This would be my take on it:
'Good' and 'Bad' are relative concepts that have different weights when seen from different viewpoints (personal, kin, clan, species) , that which is good from a personal viewpoint (fulfilling my desire to torch a building) is bad from a kin/clan viewpoint (possible injury, loss of resources) and so on. Sexual immorality is good from a species viewpoint (if gene mixing outweighs sexual disease propagation) but bad from a kin / clan viewpoint and so on. Local conditions can flip these rules as well (war will make the act of killing a temporary clan virtue for the winning side.)
There is a further part to this equation, cost, does this action have an opportunity cost that overall outweighs the benefit (allowing a child to set fire to a building will have an excessive opportunity cost - lost resources, utility and labour - to the small benefit - the child's ability to act.)
Thus , it may indeed be wrong for homosexuals to marry under certain circumstances (to be extreme let's say it causes the spread of a deadly disease that threatens mankind) or the cost of allowing their self determination may be too great in terms of opportunity cost (all heterosexual men have died from a pron virus! and not enforcing gay men to procreate with women will end mankind.) It may indeed be right for children to be allowed to burn buildings (war sabotage) and so on. I will return to this point.
The question is not therefore an appeal to a Platonic perfect concept ('good'/'bad') nor a question of what was considered good or bad yesterday. It is an evaluation of what is good or bad today. In a highly religious country it may be bad to allow homosexual marriage because the result will be mob violence and lynching of those couples, in other words the opportunity cost is too high as it results in physical harm and death.
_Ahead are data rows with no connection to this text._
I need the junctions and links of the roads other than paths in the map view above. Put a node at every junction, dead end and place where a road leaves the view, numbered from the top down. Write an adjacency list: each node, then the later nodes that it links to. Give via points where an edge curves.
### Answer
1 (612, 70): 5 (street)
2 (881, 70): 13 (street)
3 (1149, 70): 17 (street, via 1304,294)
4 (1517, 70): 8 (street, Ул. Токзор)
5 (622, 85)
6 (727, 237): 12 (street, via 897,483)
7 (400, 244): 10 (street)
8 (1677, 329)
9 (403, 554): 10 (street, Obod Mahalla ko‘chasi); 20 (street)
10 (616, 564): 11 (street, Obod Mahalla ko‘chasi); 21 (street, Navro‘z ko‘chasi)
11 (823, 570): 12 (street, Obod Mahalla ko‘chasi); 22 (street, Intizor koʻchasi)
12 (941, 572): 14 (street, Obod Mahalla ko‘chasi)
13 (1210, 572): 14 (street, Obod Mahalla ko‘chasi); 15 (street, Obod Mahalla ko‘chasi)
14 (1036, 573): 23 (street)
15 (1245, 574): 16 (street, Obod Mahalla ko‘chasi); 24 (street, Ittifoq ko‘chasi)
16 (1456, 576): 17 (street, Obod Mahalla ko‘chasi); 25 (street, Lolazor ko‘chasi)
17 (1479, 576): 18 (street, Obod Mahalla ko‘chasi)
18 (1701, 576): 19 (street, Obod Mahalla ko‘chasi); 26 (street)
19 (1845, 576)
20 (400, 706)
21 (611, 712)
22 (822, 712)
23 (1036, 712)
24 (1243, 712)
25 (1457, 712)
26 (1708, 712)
In a more tolerant (dare I say - normally secular) society the cost of homosexual marriage is low, the consequences are low and the happiness of self determination and cultural acceptance is very high. The cost of allowing a house to be burnt however, is still very high and the benefit very low.
Final point. As society gains more freedom from necessity and more resources to satisfy desire the moral goalposts shift, imo, as we can begin to allow deviation from the norm. That which was immoral or 'bad' can reverse. Here's a common example. I am free to go to a PC and by virtue of free time , technology and abundant resources and in a virtual world shoot and maim virtual people. At no stage would it be defensible to say that killing people is a standard 'good' behaviour but technology has reduced it's cost so low that the benefit of my adrenaline fueled high arguably outweighs the cost, it becomes permissable and good (to me) and tolerable to society (low to zero cost). There is a contentious edge to this - in a world of virtual options where it is already possible to perform the very worst of human crimes (killing) there is an argument that people who enjoy burning houses or abusing children should be given virtual environments in which to experience who they are by nature. In short we may be entering a golden age where we no longer need to deny who we or anybody are as long as we learn to express that in safe, virtual environments. Once we have removed , by resource abundance, the need to hurt or use other real people what was good or bad today may not be so tomorrow. imo.
TL:DR Concepts of good and bad are relative to viewpoint and current local conditions.